In-story information
- Base(s): Japan
- Member(s): Most Excellent Superbat Big Atomic Lantern Boy Crazy Shy Lolita Canary Shiny Happy Aquazon Well-Spoken Sonic Lightning Flash

= Super Young Team =

Characters in the DC comics universe

The Super Young Team is a Japanese superhero team in the . The team first appears in Final Crisis Sketchbook #1 (May 2008), and was created by Grant Morrison and J. G. Jones.

==Publication history==
The concept for the team emerged from the same pitch Grant Morrison made that contained the idea for the Great Ten, and they were first mentioned in 52 #6. They are influenced by American superheroes and Japanese pop culture.
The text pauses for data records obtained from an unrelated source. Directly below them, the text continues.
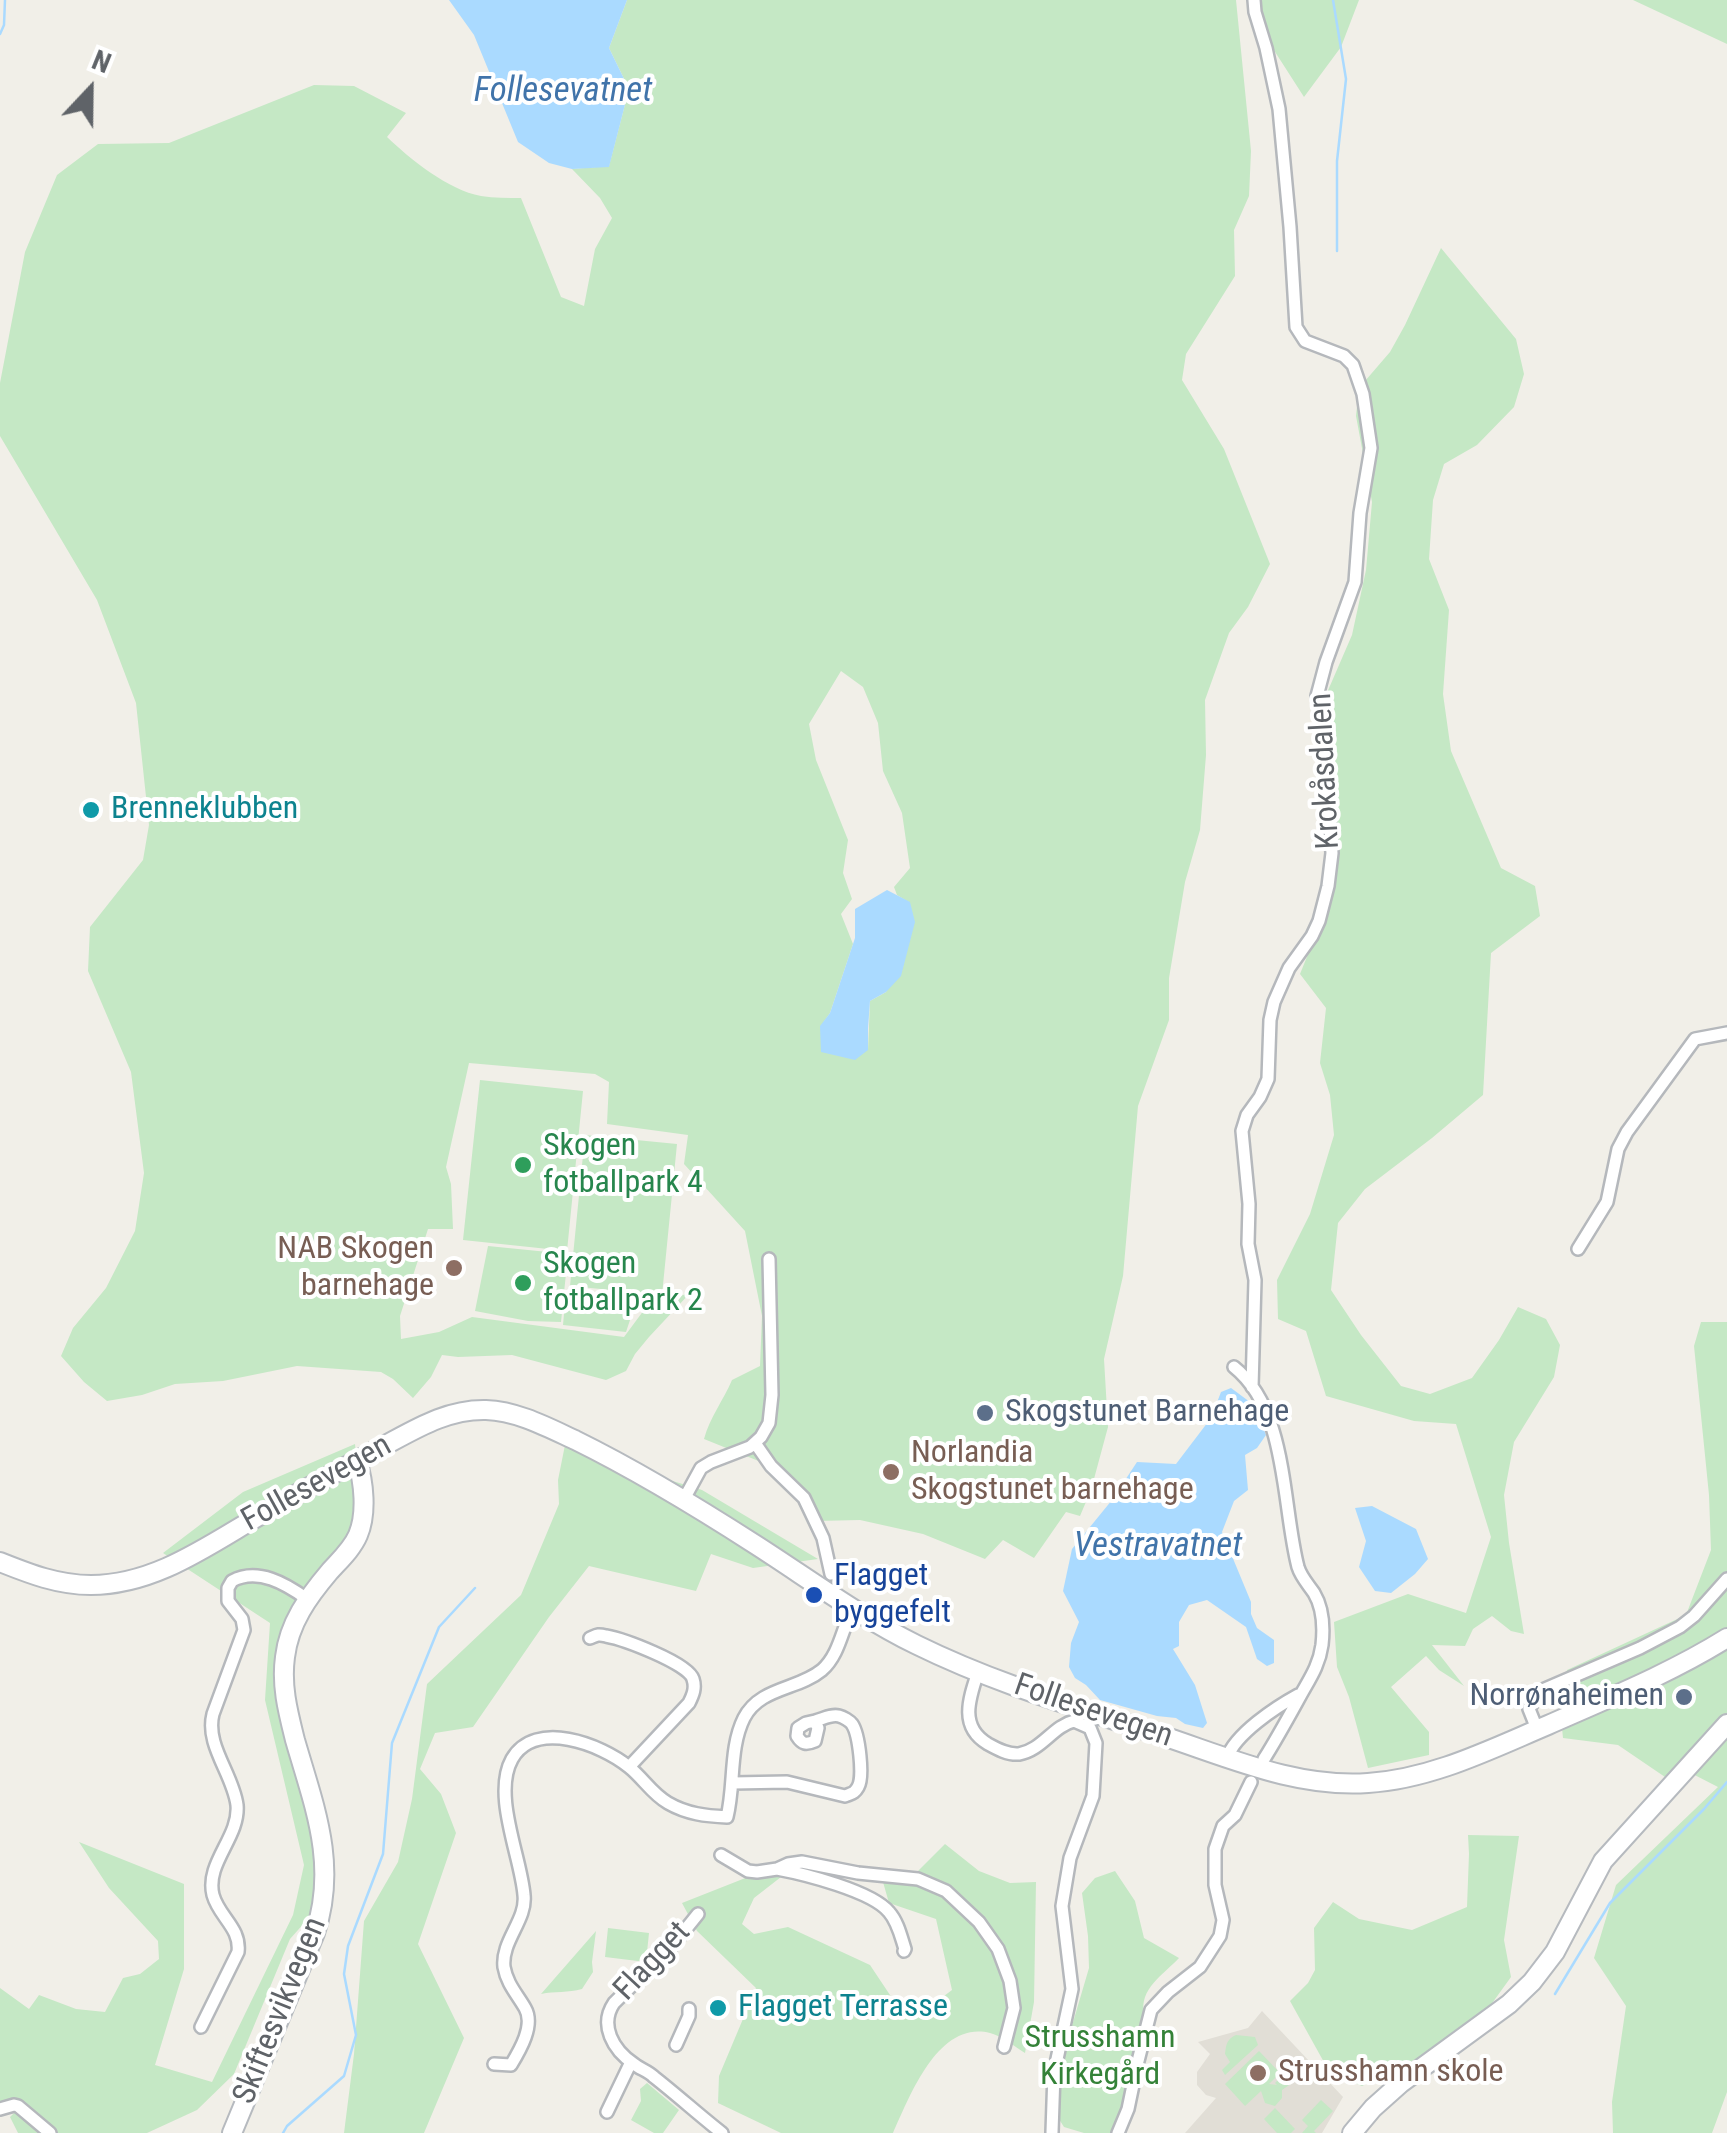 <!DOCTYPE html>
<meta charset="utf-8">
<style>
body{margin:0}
#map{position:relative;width:1727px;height:2133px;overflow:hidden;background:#f1efe8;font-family:"Roboto Condensed",sans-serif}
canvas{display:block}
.north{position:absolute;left:40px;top:40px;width:100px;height:100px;-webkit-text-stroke:8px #fff;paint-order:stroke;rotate:22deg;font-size:28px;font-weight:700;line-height:40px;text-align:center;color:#5f6368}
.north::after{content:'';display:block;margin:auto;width:35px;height:45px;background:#5f6368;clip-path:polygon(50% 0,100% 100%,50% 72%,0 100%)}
</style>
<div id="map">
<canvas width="1727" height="2133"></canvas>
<div class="north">N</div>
</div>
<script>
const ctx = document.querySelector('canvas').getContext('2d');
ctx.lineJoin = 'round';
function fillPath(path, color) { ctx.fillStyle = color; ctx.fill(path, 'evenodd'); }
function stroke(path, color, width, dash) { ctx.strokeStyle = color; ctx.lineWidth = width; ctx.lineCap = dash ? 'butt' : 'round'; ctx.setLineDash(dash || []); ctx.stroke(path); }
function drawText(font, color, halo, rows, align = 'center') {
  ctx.font = font + ' "Roboto Condensed",sans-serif'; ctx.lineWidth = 8; ctx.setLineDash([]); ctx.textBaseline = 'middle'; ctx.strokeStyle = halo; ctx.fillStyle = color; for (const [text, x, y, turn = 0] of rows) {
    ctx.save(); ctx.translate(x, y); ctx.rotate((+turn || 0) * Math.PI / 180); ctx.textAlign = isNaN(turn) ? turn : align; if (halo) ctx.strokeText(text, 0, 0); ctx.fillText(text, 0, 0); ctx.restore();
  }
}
fillPath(new Path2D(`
 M1262,2011L1343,2097L1322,2133H1185L1216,2098L1206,2095L1197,2085V2072L1210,2054L1198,2042L1248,2028Z`), '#e1ded6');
fillPath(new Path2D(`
 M627,0H1236L1251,151L1249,196L1234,230L1235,276L1186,354L1182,380L1224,449L1270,564L1248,607L1229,633L1205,700L1206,755L1200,830L1185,882L1169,978V1020L1138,1106L1123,1276L1104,1359L1108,1427L1091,1490L1080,1516L1066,1512L1034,1558L1003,1540L985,1559L923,1534L860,1520L816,1521L801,1497L766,1464L704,1439C710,1417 723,1401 732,1380L760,1366L762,1316L745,1231L684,1164L688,1135L607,1124L609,1082L595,1074L469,1063L446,1167L451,1184L453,1229H428L400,1316L401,1339L439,1332L472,1317L624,1337L644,1310L691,1292L649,1337L635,1354L626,1371L606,1380L512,1355L458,1357L442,1355L431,1377L413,1398L393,1379L381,1372L297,1366L223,1381L175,1384L142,1395L107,1401L84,1382L61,1356L73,1328L106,1288L135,1231L144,1173L131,1072L88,971L90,927L143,860L149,825L136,703L97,600L0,436V383L25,252L57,175L98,144L169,143L314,85L354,86L406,113L387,137C410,159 448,190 481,196C494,198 508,198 521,198L561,297L584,306L595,249L612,218L600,198L572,169L609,166L629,89L609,48ZM841,671L863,687L878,723L883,771L902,813L910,868L894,887L897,895L910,903L886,992L870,1001L868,1050L821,1026L830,1013L853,944L841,914L852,899L843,873L848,840L816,760L809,724Z
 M1257,0H1359L1341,47L1304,97L1261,30Z
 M1633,0H1727V44Z
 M1441,248L1516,339L1524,374L1514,407L1477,445L1444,464L1433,500L1429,559L1449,610L1443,694L1451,751L1501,868L1535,886L1540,916L1491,953L1483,1095L1432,1138L1365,1189L1338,1223L1331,1290L1361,1335L1401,1386L1430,1394L1472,1378L1499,1340L1518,1307L1546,1319L1560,1345L1554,1377L1514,1442L1504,1495L1509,1543L1524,1634L1511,1631L1492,1616L1473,1629L1465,1646L1432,1645L1464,1686L1439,1670L1426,1656L1391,1687L1429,1732V1755L1368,1768L1349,1697L1337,1667L1334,1622L1408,1594L1466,1613L1491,1537L1456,1424L1414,1421L1326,1396L1306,1331L1278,1319L1277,1280L1310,1214L1334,1135L1330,1095L1320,1063L1326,1008L1300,974L1334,890L1339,853L1326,708L1323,702L1352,635L1366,570L1372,502L1356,416L1359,388L1390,352L1405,325Z
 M480,1080L583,1091L567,1251L463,1240Z
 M585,1135L677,1144L662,1295L570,1286Z
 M488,1246L568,1254L561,1322L528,1321L475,1311Z
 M566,1291L633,1297L632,1314L626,1332L563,1325Z
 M1701,1322H1727V2092L1712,2133H1613L1612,2102L1626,2006L1594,1958L1616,1885L1718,1787L1679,1767L1665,1777L1618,1745L1563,1738L1560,1708L1567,1670L1686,1615L1711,1550L1709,1495L1694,1346Z
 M568,1430L601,1459L702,1490L818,1559L753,1568L711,1554L696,1591L589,1566L549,1617L473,1727L435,1733L420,1769L441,1794L456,1833L418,1944L464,2038L424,2133H344L354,2054L364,1921L398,1862L412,1799L427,1684L521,1595L559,1504L558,1480Z
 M355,1444L363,1531L293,1624L288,1691L326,1837L314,1912L290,1939L234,2074L197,2110L147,2133H18L10,2117L23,2104L0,2105V1988L29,2009L39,1995L76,2009L105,2012L123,1978L140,1974L159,1959L158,1941L109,1888L79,1842L184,1884V1969L155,2065L212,2082L293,1915L304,1865L265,1700L270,1623L163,1553L243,1492Z
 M1468,1835L1519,1836L1504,1940L1511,1977L1472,2031L1362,2086L1330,2073L1290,2001L1308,1983L1315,1970L1314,1928L1333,1902L1359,1919L1412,1930L1467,1907L1469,1854Z
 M945,1844L979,1871L1010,1883L1036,1882L1034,2002L1025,2053C1015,2047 1002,2036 990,2033C938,2020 910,2096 893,2133H781L718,2103L719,2076L756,1988L697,1931L682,1903L753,1875L781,1877L754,1898L742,1924L754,1934L788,1927L870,1965L900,2010L924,2011L952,1990L936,1919L889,1903L881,1875L908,1881Z
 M1115,1871L1135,1901L1144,1938L1179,1958C1163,1975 1139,1989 1144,2014L1124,2113L1114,2133H1084L1064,2127L1057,2116L1066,2046L1089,1968L1088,1936L1082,1893L1095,1878Z
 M608,1928L649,1933L646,1962L605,1957Z
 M596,1931L592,1962L593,1972L582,1989C568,1993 555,1991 541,1994Z
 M1236,2035L1255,2037L1258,2045L1225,2075L1222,2070L1230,2062L1225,2054C1226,2044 1227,2039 1236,2035Z
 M1259,2051L1280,2073L1269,2084L1277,2085L1275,2083L1283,2075L1292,2083L1282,2090V2098L1275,2106L1265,2103L1261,2091L1245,2106L1225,2084Z
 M647,2083L679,2110L663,2133H654L631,2120L641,2101L640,2089Z
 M1321,2100L1333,2111L1314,2131L1316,2133H1302L1308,2126L1302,2120Z
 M1275,2108L1295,2129L1291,2133H1277L1264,2119Z`), '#c5e8c5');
fillPath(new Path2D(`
 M449,0H627L609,48L629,89L609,167L572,169L549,163L518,142L474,35Z
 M887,890L910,902L915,922L901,976L886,992L870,1001L868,1029V1050L855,1060L821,1052L820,1026L830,1013L855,938V909Z
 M1231,1388L1254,1405L1266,1435L1257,1448L1245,1455L1248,1490L1234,1501L1222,1532L1251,1602V1614L1257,1628L1274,1640V1663L1267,1666L1257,1659L1246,1627L1207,1600L1189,1605L1179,1622V1646L1173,1649L1195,1685L1207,1723L1203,1728L1185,1724L1176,1718L1157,1716L1100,1700L1086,1685L1075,1678L1069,1667L1071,1643L1079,1622L1063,1591L1072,1549L1112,1500L1137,1462L1176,1464L1211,1418L1221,1392Z
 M1372,1506L1416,1529L1428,1559L1415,1574L1391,1593L1375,1591L1359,1567L1366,1541L1355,1508Z`), '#aadaff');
stroke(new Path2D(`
 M1333,0L1346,79L1337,161V251
 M0,34L4,25L5,0
 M1555,1994L1610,1903L1704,1809L1727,1782
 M283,2133L287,2126L344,2076L356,2035L344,1974L348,1946L383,1854L392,1743L439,1627L475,1588`), '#aadaff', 2.5);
const street = new Path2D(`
 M1578,1249L1607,1202L1618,1149L1627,1132L1695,1039L1727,1033
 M1234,1367C1288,1410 1282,1506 1298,1567C1301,1577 1308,1584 1314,1593C1323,1608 1324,1627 1322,1645C1319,1667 1308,1681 1298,1700C1287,1720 1276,1740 1264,1759
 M1252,1387L1255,1280L1248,1244L1249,1204L1242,1131L1247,1115L1260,1097L1268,1079L1270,1020L1274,1002L1289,968L1312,936L1319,921L1328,886L1332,853L1326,778V739L1317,696L1326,662L1355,582L1360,513L1371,448L1363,394L1353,365L1344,356L1305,341L1296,327L1290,227L1279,109L1266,48L1255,12L1254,0
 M755,1443L771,1466L804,1498L823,1538L831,1574
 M684,1499L701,1468L711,1462L750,1447L761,1437L769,1423L772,1395L769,1259
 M590,1638C597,1635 598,1634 606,1636C623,1639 688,1663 693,1679C696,1688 693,1695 689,1703L629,1767
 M978,1672C969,1699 959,1727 988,1744C997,1749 1008,1755 1019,1754C1042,1750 1053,1726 1074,1721L1090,1728L1096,1743L1093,1796L1070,1858L1062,1906L1072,1989L1054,2073L1052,2132
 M815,1721L818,1728L815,1741C806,1745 802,1744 797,1736L798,1728L806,1723Z
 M1537,1729L1529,1709L1540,1691L1640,1648L1680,1627L1694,1616L1727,1579
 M1227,1758C1235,1734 1276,1707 1298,1695
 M733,1783L787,1782L845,1796C852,1793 854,1794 858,1787C864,1777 859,1734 852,1724C850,1721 843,1717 839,1716C831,1714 823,1719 815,1721
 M721,1855L748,1871L757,1872L777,1869L788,1864L802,1862L858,1873L918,1879L946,1891L979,1922L998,1949L1010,1981L1014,2008L1004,2047
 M777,1869C804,1874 872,1891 889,1912C898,1922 901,1937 905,1949L904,1951
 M698,1914L673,1945L614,2003C599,2025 613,2050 634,2064C640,2069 648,2071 654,2077C677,2095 699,2115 722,2133
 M201,2027L238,1952C241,1928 219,1917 213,1895C205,1863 240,1837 237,1805C233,1774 205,1745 213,1714L244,1630L242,1619L228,1601V1588L232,1581C258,1567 286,1584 307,1599
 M676,2045L689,2016V2009
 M494,2064L511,2065C520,2050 535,2025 525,2008C517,1994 507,1984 504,1967C501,1941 527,1920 524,1895C521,1857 492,1795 512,1759C535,1719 601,1744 629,1767C643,1778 652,1794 668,1803C687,1814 706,1816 727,1817C735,1785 729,1748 744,1718C760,1687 798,1690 822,1670C840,1654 842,1628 853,1608
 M0,2109L14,2105L18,2106L50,2133
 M607,2112L631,2062
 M1118,2133L1128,2109L1138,2061L1151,2010L1168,1992L1200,1967L1220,1936L1223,1920L1215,1885V1849L1223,1826L1235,1815L1251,1782`);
const secondary = new Path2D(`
 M0,1562C30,1574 58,1585 91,1585C156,1585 210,1544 264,1513C302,1491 341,1469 380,1448C414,1430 446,1409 486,1410C517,1411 547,1427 575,1440C638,1471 697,1507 756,1545C809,1579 860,1617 917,1645C996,1684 1083,1709 1166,1737C1232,1759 1298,1788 1368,1783C1432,1779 1491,1749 1548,1725C1609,1698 1671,1673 1727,1638
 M232,2133L315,1933C338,1864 314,1806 295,1740C288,1712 281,1686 285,1657C289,1623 308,1597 330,1571C340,1560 352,1549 358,1535C367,1514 364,1482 357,1461
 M1352,2133L1373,2108L1401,2083L1509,2004L1532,1982L1555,1952L1603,1861L1727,1724`);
stroke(street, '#b5b8bc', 16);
stroke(secondary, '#b6babf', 22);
stroke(street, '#fff', 11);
stroke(secondary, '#fff', 18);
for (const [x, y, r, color] of [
 [91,810,10,"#0f9aa8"],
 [523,1165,10,"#2e9e5b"],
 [454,1268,10,"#8d6e63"],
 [523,1283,10,"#2e9e5b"],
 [985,1413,10,"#5c6f8a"],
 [891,1472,10,"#8d6e63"],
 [814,1595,10,"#1a4fb4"],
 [1684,1697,10,"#5c6f8a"],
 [718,2008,10,"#0f9aa8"],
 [1258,2073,10,"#8d6e63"]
]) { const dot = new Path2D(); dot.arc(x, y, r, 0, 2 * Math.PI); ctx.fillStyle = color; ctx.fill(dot); stroke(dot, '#fff', 4); }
drawText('32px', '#5f6368', '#fff', [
 ["Krokåsdalen",1326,771,-93],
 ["Follesevegen",317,1484,-29],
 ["Follesevegen",1093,1712,19],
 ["Flagget",653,1962,-47],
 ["Skiftesvikvegen",281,2011,-68]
]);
drawText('32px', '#0d838f', '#fff', [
 ["Brenneklubben",111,810],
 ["Flagget Terrasse",738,2008]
], 'left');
drawText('32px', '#27864d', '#fff', [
 ["Skogen",543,1147],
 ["fotballpark 4",543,1184],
 ["Skogen",543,1265],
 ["fotballpark 2",543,1302]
], 'left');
drawText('32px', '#785e54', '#fff', [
 ["NAB Skogen",434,1250,"right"],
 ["barnehage",434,1287,"right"],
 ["Norlandia",911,1454],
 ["Skogstunet barnehage",911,1491],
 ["Strusshamn skole",1278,2073]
], 'left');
drawText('32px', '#4e5e75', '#fff', [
 ["Skogstunet Barnehage",1005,1413],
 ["Norrønaheimen",1664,1697,"right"]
], 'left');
drawText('32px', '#164399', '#fff', [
 ["Flagget",834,1577],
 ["byggefelt",834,1614]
], 'left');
drawText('32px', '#348238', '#fff', [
 ["Strusshamn",1100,2039],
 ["Kirkegård",1100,2076]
]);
drawText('italic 35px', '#4174aa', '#fff', [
 ["Follesevatnet",563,92],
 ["Vestravatnet",1158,1547]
]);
</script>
The characters first appeared in Morrison's Final Crisis, where they were revealed to be the Fifth World incarnations of the Forever People. They are featured in Final Crisis Aftermath: Dance, written by Joe Casey with art by ChrisCross. In that six-part series, their fame overwhelms them, causing judgement errors and loss of self-control.

==Membership==
===Most Excellent Superbat===
Most Excellent Superbat (Heino) is the team leader. He wears a wildly stylized red and yellow uniform influenced by both Superman and Batman. According to him, his power is "being so rich he can do anything". Most Excellent Superbat uses an array of gadgets, one of which can generate an energy-based exoskeleton. His secret island base is called the "Most Serene Sanctuary" and contains a supercomputer he calls a "unified data field" which is only accessible when he meditates into a calm theta rhythm state. By the end of the series, he revealed that he is indeed as rich as he claims when he actually buys Japan.

===Big Atomic Lantern Boy===
Big Atomic Lantern Boy is Most Excellent Superbat's second in command. He wears a green outfit which is outfitted with a circular porthole on his chest. The porthole displays his skeleton, and allows him to fire radioactive beams. He is attracted to Shiny Happy Aquazon.

===Crazy Shy Lolita Canary===
Crazy Shy Lolita Canary is a winged heroine in a Japanese schoolgirl uniform, and is physically small enough to fit in someone's hand. She possesses a sonic scream similar to that of Black Canary, which appears to be a modulated mixture of multiple voices.

===Shiny Happy Aquazon===
Shiny Happy Aquazon is the daughter of Junior Waveman (Riki Kimura) - a founding member of Big Science Action - and Senior Waveman Otomo. She has the ability to create hard water constructs. She is attracted to Sonic Lightning Flash. In Final Crisis Aftermath: Dance #4, her father who is now Senior Waveman Kimura invites her to join Big Science Action.

===Well-Spoken Sonic Lightning Flash===
Well-Spoken Sonic Lightning Flash is a young speedster whose real name is Keigo, with a round helmet and giant athletic shoes. He is capable of running up to 500 mph.

===Sunny Sumo===
Sunny Sumo is a wrestler with self-healing abilities and the potential to resist mind control who is a refugee from the destroyed Earth-51. The original Sumo, Sonny Sumo, had assisted the Forever People in their original series before being stranded in ancient Japan.

==Equipment==
The Super Young Team has a vehicle called the Wonder Wagon, which is a car capable of powered flight, similar to the Newsboy Legion's Whiz Wagon.